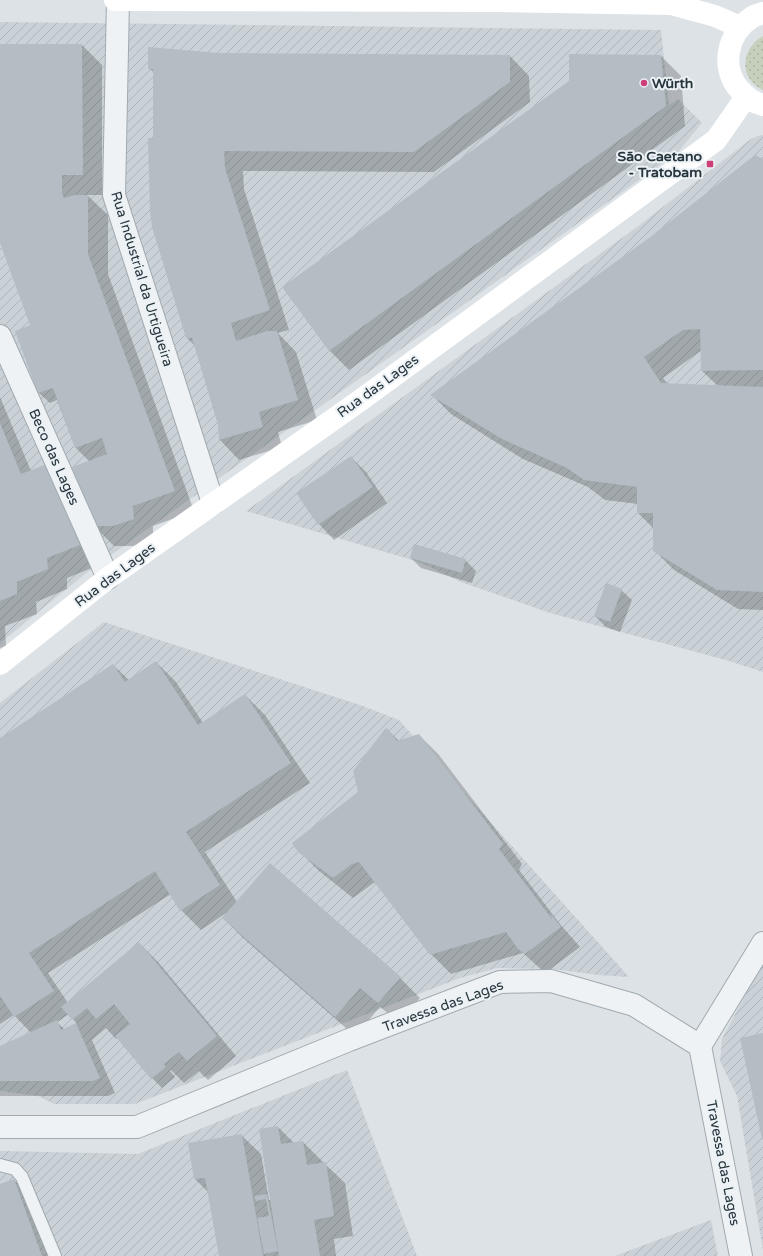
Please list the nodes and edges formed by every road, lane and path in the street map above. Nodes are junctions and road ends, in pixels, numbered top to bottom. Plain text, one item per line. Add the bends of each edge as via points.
1 (116, 0) edge
2 (763, 13) edge
3 (740, 27) junction
4 (754, 101) edge
5 (0, 336) edge
6 (213, 503) junction
7 (108, 578) junction
8 (0, 664) edge
9 (763, 943) edge
10 (700, 1046) junction
11 (0, 1127) edge
12 (0, 1165) edge
13 (55, 1256) edge
14 (742, 1256) edge

1 - 3 main road via 671,4 715,16
1 - 6 street, Rua Industrial da Urtigueira via 114,195
2 - 3 main road, Rua das Lages via 752,17
3 - 4 main road, Rua das Lages via 732,40 728,55 729,71 735,85
4 - 6 main road, Rua das Lages via 716,140 358,402
5 - 7 street, Beco das Lages
6 - 7 main road, Rua das Lages
7 - 8 main road, Rua das Lages
9 - 10 street
10 - 11 street, Travessa das Lages via 634,1005 551,981 500,982 349,1040 137,1127
10 - 14 street, Travessa das Lages
12 - 13 lane via 15,1169 22,1176

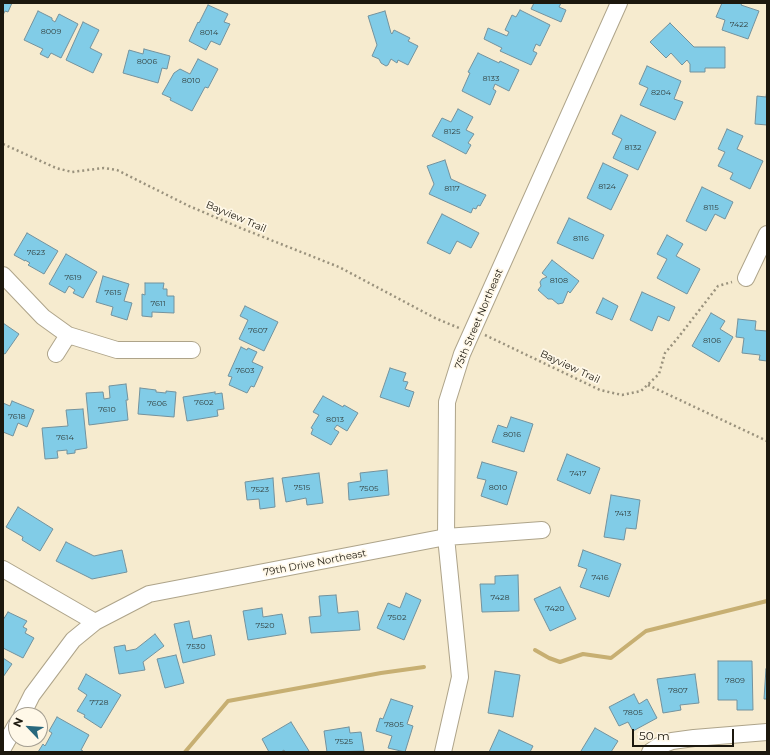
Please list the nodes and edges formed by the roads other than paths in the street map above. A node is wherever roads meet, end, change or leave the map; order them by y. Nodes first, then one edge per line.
1 (620, 3) edge
2 (767, 234) edge
3 (3, 275) edge
4 (746, 278) road end
5 (68, 335) junction
6 (192, 350) dead end
7 (56, 354) dead end
8 (542, 530) dead end
9 (446, 537) junction
10 (3, 570) edge
11 (95, 622) junction
12 (26, 707) edge
13 (767, 732) edge
14 (8, 739) edge
15 (3, 748) edge
16 (443, 752) edge
17 (650, 752) edge

1 - 9 street, 75th Street Northeast
2 - 4 street
3 - 5 street
5 - 6 street
5 - 7 street
8 - 9 street, 79th Drive Northeast
9 - 11 street, 79th Drive Northeast
9 - 16 street, 75th Street Northeast
10 - 11 street
11 - 12 street, 79th Drive Northeast
13 - 17 street
14 - 15 street

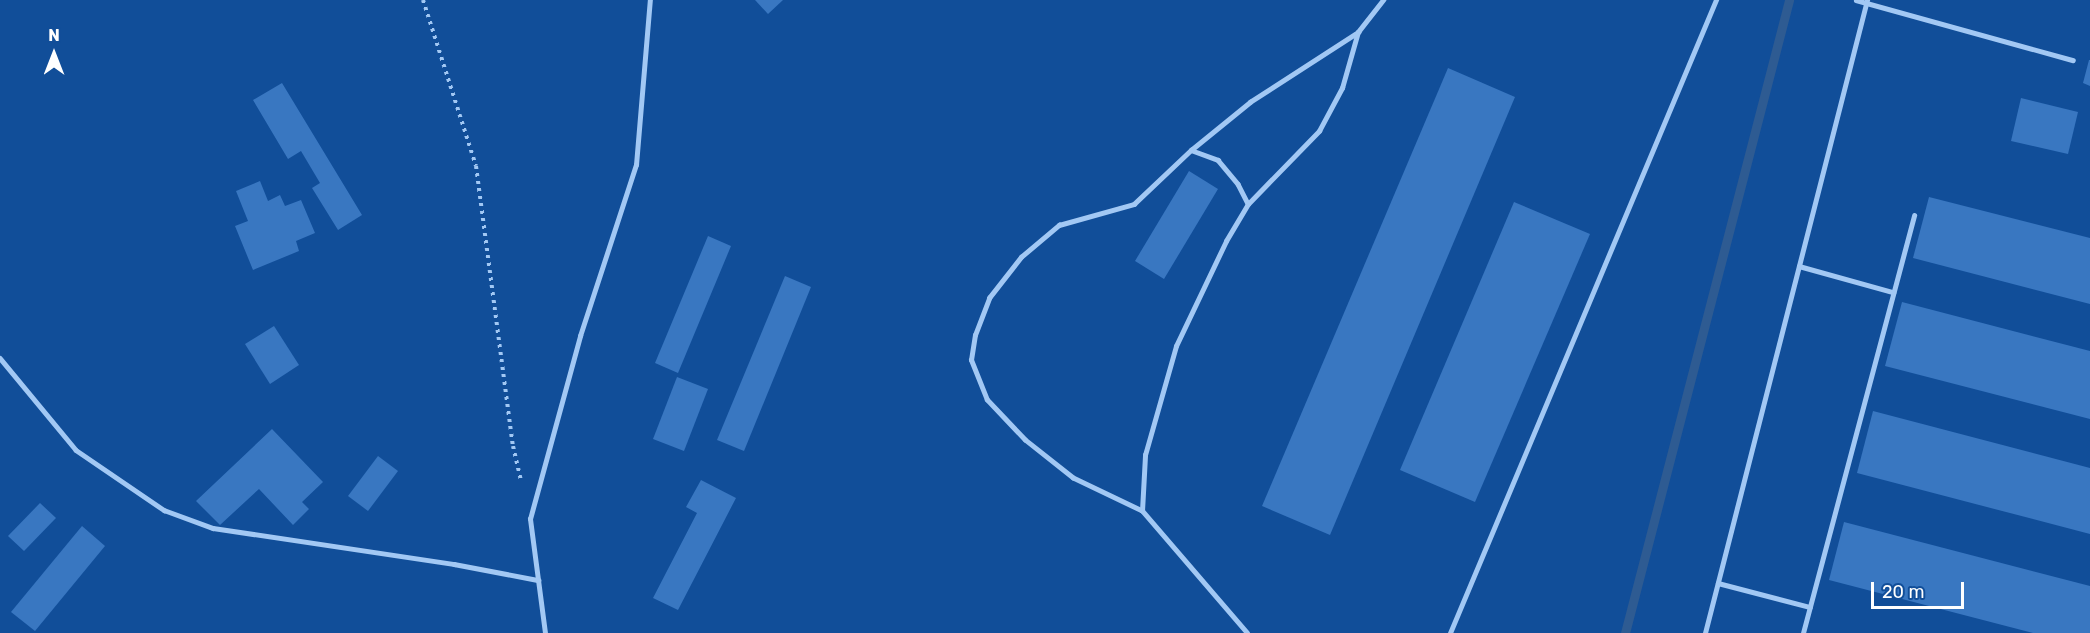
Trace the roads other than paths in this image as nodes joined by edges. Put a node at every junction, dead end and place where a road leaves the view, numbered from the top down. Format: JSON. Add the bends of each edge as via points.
{"nodes":[{"id":1,"x":650,"y":0,"type":"edge"},
{"id":2,"x":1383,"y":0,"type":"edge"},
{"id":3,"x":1716,"y":0,"type":"edge"},
{"id":4,"x":1856,"y":0,"type":"edge"},
{"id":5,"x":1866,"y":1,"type":"edge"},
{"id":6,"x":1358,"y":32,"type":"junction"},
{"id":7,"x":2073,"y":60,"type":"dead end"},
{"id":8,"x":1191,"y":150,"type":"junction"},
{"id":9,"x":1248,"y":204,"type":"junction"},
{"id":10,"x":1914,"y":215,"type":"dead end"},
{"id":11,"x":1799,"y":266,"type":"junction"},
{"id":12,"x":1893,"y":292,"type":"junction"},
{"id":13,"x":0,"y":358,"type":"edge"},
{"id":14,"x":1142,"y":511,"type":"junction"},
{"id":15,"x":538,"y":580,"type":"junction"},
{"id":16,"x":1718,"y":583,"type":"junction"},
{"id":17,"x":1810,"y":607,"type":"junction"},
{"id":18,"x":545,"y":633,"type":"edge"},
{"id":19,"x":1247,"y":633,"type":"edge"},
{"id":20,"x":1450,"y":633,"type":"edge"},
{"id":21,"x":1705,"y":633,"type":"edge"},
{"id":22,"x":1803,"y":633,"type":"edge"}],
"edges":[{"from":1,"to":15,"type":"lane","via":[[636,165],[580,336],[530,519]]},
{"from":2,"to":6,"type":"lane"},
{"from":3,"to":20,"type":"lane"},
{"from":4,"to":5,"type":"lane"},
{"from":5,"to":7,"type":"lane"},
{"from":5,"to":11,"type":"lane"},
{"from":6,"to":8,"type":"lane","via":[[1250,102]]},
{"from":6,"to":9,"type":"lane","via":[[1342,88],[1318,131]]},
{"from":8,"to":9,"type":"lane","via":[[1218,160],[1238,184]]},
{"from":8,"to":14,"type":"lane","via":[[1134,204],[1059,225],[1021,257],[989,298],[975,335],[971,360],[987,400],[1025,440],[1073,478]]},
{"from":9,"to":14,"type":"lane","via":[[1176,346],[1145,455]]},
{"from":10,"to":12,"type":"lane"},
{"from":11,"to":12,"type":"lane"},
{"from":11,"to":16,"type":"lane"},
{"from":12,"to":17,"type":"lane"},
{"from":13,"to":15,"type":"lane","via":[[76,450],[164,510],[213,528]]},
{"from":14,"to":19,"type":"lane"},
{"from":15,"to":18,"type":"lane"},
{"from":16,"to":17,"type":"lane"},
{"from":16,"to":21,"type":"lane"},
{"from":17,"to":22,"type":"lane"}]}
_ _ _
■ WHAT IS EXPECTED: Excluding the pictures, restate the records above word for word.

■ RESULT FOR THIS TASK:
Please list the nodes and edges formed by every road, lane and path in the street map above. Nodes are junctions and road ends, in pixels, numbered top to bottom. Plain text, one item per line. Add the bends of each edge as via points.
1 (116, 0) edge
2 (763, 13) edge
3 (740, 27) junction
4 (754, 101) edge
5 (0, 336) edge
6 (213, 503) junction
7 (108, 578) junction
8 (0, 664) edge
9 (763, 943) edge
10 (700, 1046) junction
11 (0, 1127) edge
12 (0, 1165) edge
13 (55, 1256) edge
14 (742, 1256) edge

1 - 3 main road via 671,4 715,16
1 - 6 street, Rua Industrial da Urtigueira via 114,195
2 - 3 main road, Rua das Lages via 752,17
3 - 4 main road, Rua das Lages via 732,40 728,55 729,71 735,85
4 - 6 main road, Rua das Lages via 716,140 358,402
5 - 7 street, Beco das Lages
6 - 7 main road, Rua das Lages
7 - 8 main road, Rua das Lages
9 - 10 street
10 - 11 street, Travessa das Lages via 634,1005 551,981 500,982 349,1040 137,1127
10 - 14 street, Travessa das Lages
12 - 13 lane via 15,1169 22,1176

Please list the nodes and edges formed by the roads other than paths in the street map above. A node is wherever roads meet, end, change or leave the map; order them by y. Nodes first, then one edge per line.
1 (620, 3) edge
2 (767, 234) edge
3 (3, 275) edge
4 (746, 278) road end
5 (68, 335) junction
6 (192, 350) dead end
7 (56, 354) dead end
8 (542, 530) dead end
9 (446, 537) junction
10 (3, 570) edge
11 (95, 622) junction
12 (26, 707) edge
13 (767, 732) edge
14 (8, 739) edge
15 (3, 748) edge
16 (443, 752) edge
17 (650, 752) edge

1 - 9 street, 75th Street Northeast
2 - 4 street
3 - 5 street
5 - 6 street
5 - 7 street
8 - 9 street, 79th Drive Northeast
9 - 11 street, 79th Drive Northeast
9 - 16 street, 75th Street Northeast
10 - 11 street
11 - 12 street, 79th Drive Northeast
13 - 17 street
14 - 15 street

Trace the roads other than paths in this image as nodes joined by edges. Put a node at every junction, dead end and place where a road leaves the view, numbered from the top down. Format: JSON. Add the bends of each edge as via points.
{"nodes":[{"id":1,"x":650,"y":0,"type":"edge"},
{"id":2,"x":1383,"y":0,"type":"edge"},
{"id":3,"x":1716,"y":0,"type":"edge"},
{"id":4,"x":1856,"y":0,"type":"edge"},
{"id":5,"x":1866,"y":1,"type":"edge"},
{"id":6,"x":1358,"y":32,"type":"junction"},
{"id":7,"x":2073,"y":60,"type":"dead end"},
{"id":8,"x":1191,"y":150,"type":"junction"},
{"id":9,"x":1248,"y":204,"type":"junction"},
{"id":10,"x":1914,"y":215,"type":"dead end"},
{"id":11,"x":1799,"y":266,"type":"junction"},
{"id":12,"x":1893,"y":292,"type":"junction"},
{"id":13,"x":0,"y":358,"type":"edge"},
{"id":14,"x":1142,"y":511,"type":"junction"},
{"id":15,"x":538,"y":580,"type":"junction"},
{"id":16,"x":1718,"y":583,"type":"junction"},
{"id":17,"x":1810,"y":607,"type":"junction"},
{"id":18,"x":545,"y":633,"type":"edge"},
{"id":19,"x":1247,"y":633,"type":"edge"},
{"id":20,"x":1450,"y":633,"type":"edge"},
{"id":21,"x":1705,"y":633,"type":"edge"},
{"id":22,"x":1803,"y":633,"type":"edge"}],
"edges":[{"from":1,"to":15,"type":"lane","via":[[636,165],[580,336],[530,519]]},
{"from":2,"to":6,"type":"lane"},
{"from":3,"to":20,"type":"lane"},
{"from":4,"to":5,"type":"lane"},
{"from":5,"to":7,"type":"lane"},
{"from":5,"to":11,"type":"lane"},
{"from":6,"to":8,"type":"lane","via":[[1250,102]]},
{"from":6,"to":9,"type":"lane","via":[[1342,88],[1318,131]]},
{"from":8,"to":9,"type":"lane","via":[[1218,160],[1238,184]]},
{"from":8,"to":14,"type":"lane","via":[[1134,204],[1059,225],[1021,257],[989,298],[975,335],[971,360],[987,400],[1025,440],[1073,478]]},
{"from":9,"to":14,"type":"lane","via":[[1176,346],[1145,455]]},
{"from":10,"to":12,"type":"lane"},
{"from":11,"to":12,"type":"lane"},
{"from":11,"to":16,"type":"lane"},
{"from":12,"to":17,"type":"lane"},
{"from":13,"to":15,"type":"lane","via":[[76,450],[164,510],[213,528]]},
{"from":14,"to":19,"type":"lane"},
{"from":15,"to":18,"type":"lane"},
{"from":16,"to":17,"type":"lane"},
{"from":16,"to":21,"type":"lane"},
{"from":17,"to":22,"type":"lane"}]}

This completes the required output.